My Review of Working In A Chinese Hospital
I was lucky enough to find space in my life and clinic to volunteer for three weeks within Drum Tower Hospital, located in Gulou District, Nanjing, alongside attending lectures at Nanjing University of Chinese Medicine. This experience offered an immersive insight into the contemporary clinical application of Traditional Chinese Medicine (TCM) within its cultural and institutional context.
My first week was spent within the in-patient acupuncture department, a notably fast-paced environment. Six treatment beds served a continuous flow of patients, with additional individuals often waiting within the ward itself. Clinical protocols differed in several respects from those commonly observed within UK practice. Whilst handwashing between patients was not routinely observed, rigorous point sterilisation was undertaken using iodine, applied both to the insertion site and to the shaft of longer needles during freehand guidance. This reflects a divergent, though internally coherent, approach to infection control grounded in local clinical norms.

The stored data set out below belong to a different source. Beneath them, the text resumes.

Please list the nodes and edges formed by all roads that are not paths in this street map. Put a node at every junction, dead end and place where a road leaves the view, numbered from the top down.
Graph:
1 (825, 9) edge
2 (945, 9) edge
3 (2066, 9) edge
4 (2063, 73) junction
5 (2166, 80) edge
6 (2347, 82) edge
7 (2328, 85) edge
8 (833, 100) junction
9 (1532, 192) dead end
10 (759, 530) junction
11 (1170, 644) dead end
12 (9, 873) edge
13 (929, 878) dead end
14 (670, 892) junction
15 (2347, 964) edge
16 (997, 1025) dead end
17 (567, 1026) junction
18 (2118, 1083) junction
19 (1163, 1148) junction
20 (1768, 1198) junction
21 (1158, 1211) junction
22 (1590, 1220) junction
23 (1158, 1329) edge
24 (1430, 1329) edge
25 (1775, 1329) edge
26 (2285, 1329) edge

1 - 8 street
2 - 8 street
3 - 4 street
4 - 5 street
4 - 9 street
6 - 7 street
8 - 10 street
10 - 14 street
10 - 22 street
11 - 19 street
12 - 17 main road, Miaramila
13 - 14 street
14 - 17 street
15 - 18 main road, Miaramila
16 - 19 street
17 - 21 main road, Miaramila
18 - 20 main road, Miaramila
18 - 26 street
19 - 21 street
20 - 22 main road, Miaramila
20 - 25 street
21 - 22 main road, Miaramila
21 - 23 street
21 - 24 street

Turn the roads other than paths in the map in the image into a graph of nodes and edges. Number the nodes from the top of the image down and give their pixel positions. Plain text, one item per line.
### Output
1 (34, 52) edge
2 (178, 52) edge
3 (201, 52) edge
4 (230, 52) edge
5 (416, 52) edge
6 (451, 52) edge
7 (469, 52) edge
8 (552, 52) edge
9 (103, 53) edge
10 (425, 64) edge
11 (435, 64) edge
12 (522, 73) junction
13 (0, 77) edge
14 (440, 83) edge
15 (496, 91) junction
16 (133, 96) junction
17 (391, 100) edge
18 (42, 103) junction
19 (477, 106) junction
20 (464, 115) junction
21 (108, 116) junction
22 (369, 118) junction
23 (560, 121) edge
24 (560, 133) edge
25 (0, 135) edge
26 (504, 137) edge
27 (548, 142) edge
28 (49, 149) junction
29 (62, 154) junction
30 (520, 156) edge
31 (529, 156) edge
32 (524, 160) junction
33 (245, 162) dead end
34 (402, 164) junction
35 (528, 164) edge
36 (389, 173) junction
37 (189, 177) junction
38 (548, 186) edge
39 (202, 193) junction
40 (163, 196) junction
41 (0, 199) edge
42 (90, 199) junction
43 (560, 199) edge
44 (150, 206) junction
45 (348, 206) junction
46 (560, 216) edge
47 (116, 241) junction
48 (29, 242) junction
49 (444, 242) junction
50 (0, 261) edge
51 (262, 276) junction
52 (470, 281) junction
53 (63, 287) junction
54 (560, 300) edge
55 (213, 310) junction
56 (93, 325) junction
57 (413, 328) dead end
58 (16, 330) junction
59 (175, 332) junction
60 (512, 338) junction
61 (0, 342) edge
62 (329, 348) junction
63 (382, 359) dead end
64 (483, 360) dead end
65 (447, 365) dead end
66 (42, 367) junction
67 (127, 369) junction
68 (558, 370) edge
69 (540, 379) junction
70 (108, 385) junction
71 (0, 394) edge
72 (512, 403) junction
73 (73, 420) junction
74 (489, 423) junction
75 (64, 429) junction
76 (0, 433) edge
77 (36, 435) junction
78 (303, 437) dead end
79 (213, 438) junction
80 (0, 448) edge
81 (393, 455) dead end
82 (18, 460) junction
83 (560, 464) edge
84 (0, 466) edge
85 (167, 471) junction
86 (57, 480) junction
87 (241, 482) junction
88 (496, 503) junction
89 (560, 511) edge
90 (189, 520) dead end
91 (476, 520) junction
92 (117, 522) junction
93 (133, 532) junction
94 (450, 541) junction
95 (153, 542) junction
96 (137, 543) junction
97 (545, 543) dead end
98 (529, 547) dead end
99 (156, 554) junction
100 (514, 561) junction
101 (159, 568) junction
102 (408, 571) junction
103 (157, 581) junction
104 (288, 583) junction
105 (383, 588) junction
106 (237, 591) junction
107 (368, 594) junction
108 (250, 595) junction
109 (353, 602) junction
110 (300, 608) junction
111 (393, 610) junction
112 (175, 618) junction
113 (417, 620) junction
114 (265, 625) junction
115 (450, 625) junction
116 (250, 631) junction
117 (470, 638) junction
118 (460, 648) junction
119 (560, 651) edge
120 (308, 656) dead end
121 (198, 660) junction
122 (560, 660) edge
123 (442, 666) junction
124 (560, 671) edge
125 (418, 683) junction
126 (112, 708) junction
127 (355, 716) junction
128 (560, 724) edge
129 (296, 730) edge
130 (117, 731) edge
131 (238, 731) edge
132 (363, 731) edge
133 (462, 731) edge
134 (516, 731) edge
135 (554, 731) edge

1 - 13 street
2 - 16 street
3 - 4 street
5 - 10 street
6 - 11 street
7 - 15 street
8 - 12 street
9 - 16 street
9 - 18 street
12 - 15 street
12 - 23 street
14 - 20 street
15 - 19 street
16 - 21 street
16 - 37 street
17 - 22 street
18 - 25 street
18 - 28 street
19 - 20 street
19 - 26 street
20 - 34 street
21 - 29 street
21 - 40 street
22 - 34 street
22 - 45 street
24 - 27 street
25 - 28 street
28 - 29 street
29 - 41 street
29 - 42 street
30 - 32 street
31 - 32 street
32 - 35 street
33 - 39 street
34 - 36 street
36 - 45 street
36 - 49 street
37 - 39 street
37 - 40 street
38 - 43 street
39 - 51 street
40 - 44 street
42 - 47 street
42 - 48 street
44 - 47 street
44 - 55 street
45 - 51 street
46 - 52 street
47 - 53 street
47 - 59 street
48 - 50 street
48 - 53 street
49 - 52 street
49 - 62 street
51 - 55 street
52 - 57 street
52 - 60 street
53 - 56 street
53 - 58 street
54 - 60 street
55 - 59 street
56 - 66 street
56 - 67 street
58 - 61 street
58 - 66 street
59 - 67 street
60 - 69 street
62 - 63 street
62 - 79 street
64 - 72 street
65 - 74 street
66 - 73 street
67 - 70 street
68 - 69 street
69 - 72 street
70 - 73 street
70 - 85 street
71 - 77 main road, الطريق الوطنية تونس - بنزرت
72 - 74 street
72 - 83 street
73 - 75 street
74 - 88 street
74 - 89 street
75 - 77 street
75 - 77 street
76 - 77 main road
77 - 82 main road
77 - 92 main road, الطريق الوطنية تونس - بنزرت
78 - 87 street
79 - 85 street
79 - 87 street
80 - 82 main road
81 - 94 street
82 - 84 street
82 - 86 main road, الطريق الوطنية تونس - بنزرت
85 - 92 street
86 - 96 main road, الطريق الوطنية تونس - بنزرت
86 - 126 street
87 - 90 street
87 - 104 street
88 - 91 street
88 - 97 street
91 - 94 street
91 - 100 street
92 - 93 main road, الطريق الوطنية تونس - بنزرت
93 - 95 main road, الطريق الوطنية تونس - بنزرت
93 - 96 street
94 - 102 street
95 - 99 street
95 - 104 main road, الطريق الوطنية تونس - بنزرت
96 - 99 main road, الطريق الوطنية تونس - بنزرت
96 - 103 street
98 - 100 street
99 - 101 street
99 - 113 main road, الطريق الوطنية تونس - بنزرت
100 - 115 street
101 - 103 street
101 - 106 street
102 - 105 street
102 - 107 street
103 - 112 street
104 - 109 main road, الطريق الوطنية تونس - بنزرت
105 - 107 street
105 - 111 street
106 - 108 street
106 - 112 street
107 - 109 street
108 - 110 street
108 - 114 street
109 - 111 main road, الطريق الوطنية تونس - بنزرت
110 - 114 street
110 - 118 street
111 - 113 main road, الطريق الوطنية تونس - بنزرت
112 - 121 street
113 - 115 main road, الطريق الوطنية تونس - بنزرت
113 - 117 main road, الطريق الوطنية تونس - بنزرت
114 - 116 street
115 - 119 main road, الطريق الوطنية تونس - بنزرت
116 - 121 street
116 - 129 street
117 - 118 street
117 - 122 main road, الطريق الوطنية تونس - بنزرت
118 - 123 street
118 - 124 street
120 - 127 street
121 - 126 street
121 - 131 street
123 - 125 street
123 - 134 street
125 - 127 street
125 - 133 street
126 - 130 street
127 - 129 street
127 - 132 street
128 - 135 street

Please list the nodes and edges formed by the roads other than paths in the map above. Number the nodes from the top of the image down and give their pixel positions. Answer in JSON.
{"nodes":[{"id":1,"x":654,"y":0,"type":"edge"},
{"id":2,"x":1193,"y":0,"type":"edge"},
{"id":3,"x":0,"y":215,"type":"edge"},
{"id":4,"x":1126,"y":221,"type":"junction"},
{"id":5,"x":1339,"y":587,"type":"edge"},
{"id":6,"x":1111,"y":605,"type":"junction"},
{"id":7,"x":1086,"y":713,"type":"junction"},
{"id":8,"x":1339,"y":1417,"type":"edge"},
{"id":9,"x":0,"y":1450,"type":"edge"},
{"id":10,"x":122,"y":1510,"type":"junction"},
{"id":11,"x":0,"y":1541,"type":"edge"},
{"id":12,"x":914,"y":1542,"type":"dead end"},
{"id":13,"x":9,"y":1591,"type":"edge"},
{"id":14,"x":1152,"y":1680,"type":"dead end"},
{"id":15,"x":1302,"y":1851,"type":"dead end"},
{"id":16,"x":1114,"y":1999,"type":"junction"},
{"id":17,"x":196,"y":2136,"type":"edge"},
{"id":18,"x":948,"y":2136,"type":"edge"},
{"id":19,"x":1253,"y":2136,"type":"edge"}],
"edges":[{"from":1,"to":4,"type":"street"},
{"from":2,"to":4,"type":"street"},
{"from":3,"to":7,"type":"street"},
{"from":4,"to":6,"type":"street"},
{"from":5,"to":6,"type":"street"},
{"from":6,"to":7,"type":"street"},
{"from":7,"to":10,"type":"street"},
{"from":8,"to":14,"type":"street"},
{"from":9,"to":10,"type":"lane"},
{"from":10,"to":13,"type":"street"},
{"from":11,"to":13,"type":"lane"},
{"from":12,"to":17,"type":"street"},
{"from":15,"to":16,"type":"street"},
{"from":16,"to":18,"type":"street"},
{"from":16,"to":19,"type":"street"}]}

Needling technique also contrasted with my Western training. Guide tubes were not used; instead, practitioners held the long needle between thumb and forefinger, inserting it with a rapid flick of the wrist. Patient expectations around sensation were particularly striking. The distinction between 疼 (teng — ache, commonly associated with the arrival of De Qi) and 痛 (tong — pain) was frequently articulated. On several occasions, Western-trained practitioners were told their needling was 不痛 (bù tòng), meaning “not painful”, and therefore perceived as insufficiently strong to elicit therapeutic effect. In cases such as acute sciatica, I observed treatments that deliberately provoked intense, sweat-inducing neural responses in pursuit of clinical change.
Privacy within the ward was minimal, and it was common for observers to gather around procedures deemed technically interesting, including fire needling, bleeding techniques, and Fu needling. The Fu technique involved the use of a thick needle deployed via a catapult-like device into muscle tissue. Once inserted superficially, the needle was manipulated with the intention of disrupting muscle fibres. Although physically demanding for the patient, this was undertaken with clear expectation and consent, underpinned by trust in the anticipated outcome. Following needle removal, patients were often visibly relieved, with marked improvements in range of movement and pain levels — moments that vividly demonstrated the immediacy of effect valued within this clinical culture.
During my second week, I worked within the outpatient TCM ward, where presentations ranged from complex trauma cases, including road traffic accidents and post-surgical complications, to cosmetic concerns such as periorbital puffiness. Each physician demonstrated a distinct clinical focus. One clinician was deeply engaged in research, particularly relating to pelvic disorders, and took time to explain the integration of research protocols within routine outpatient care. Another displayed remarkable natural authority and efficiency, managing a steady patient flow while simultaneously translating and explaining treatments to foreign observers.
A further notable distinction was the degree of institutional integration afforded to TCM physicians within the hospital setting. Practitioners were able to refer patients internally across departments and, where clinically indicated, routinely request imaging such as MRI scans as part of standard diagnostic work-up. This level of access appeared to support diagnostic clarity and inter-disciplinary collaboration. In contrast, acupuncturists practising in the UK currently operate within far more restricted referral frameworks, highlighting a structural difference in how traditional medicine is embedded within wider healthcare systems rather than a disparity in clinical capability.
Of particular interest was an ongoing research trial investigating the efficacy of Vitamin B12 injections administered at 足三里 (Zu San Li, ST36) compared with standard deltoid injection, with patient-reported energy levels as the primary outcome measure. Observing such research reinforced the dynamic interface between classical point theory and modern clinical investigation within Chinese hospitals.
My final week was spent observing consultations with recognised “TCM Famous Doctors” within the herbal medicine department. Although the setting differed from the acupuncture wards, limited privacy remained a consistent feature. With the support of skilled translators, I was able to observe diagnostic processes rooted in classical theory. I was particularly struck by the complexity and clarity with which one physician conceptualised Qi dynamics, mapping patterns of deficiency and obstruction before selecting individualised herbal prescriptions. Patent formulas were used sparingly, with a strong preference for bespoke, botanical combinations. Consultations were brief — typically around ten minutes — yet highly focused and decisive.
I formed a strong professional connection with one senior physician renowned for her work in gastroenterology. Her diagnostic reasoning and theoretical frameworks were both intellectually rigorous and clinically elegant, offering invaluable insight into pattern differentiation as a responsive, living process rather than a fixed formula.
Overall, this experience was profoundly formative. On returning to my own clinical practice, I noticed a tangible refinement in my diagnostic confidence and therapeutic outcomes. While the cultural and clinical contrasts were at times stark, approaching them with openness and respect allowed each difference to become a source of learning rather than discomfort. I would wholeheartedly encourage any practitioner with the opportunity to engage in clinical work within China to do so, embracing the experience as a means of deepening both technical skill and professional perspective.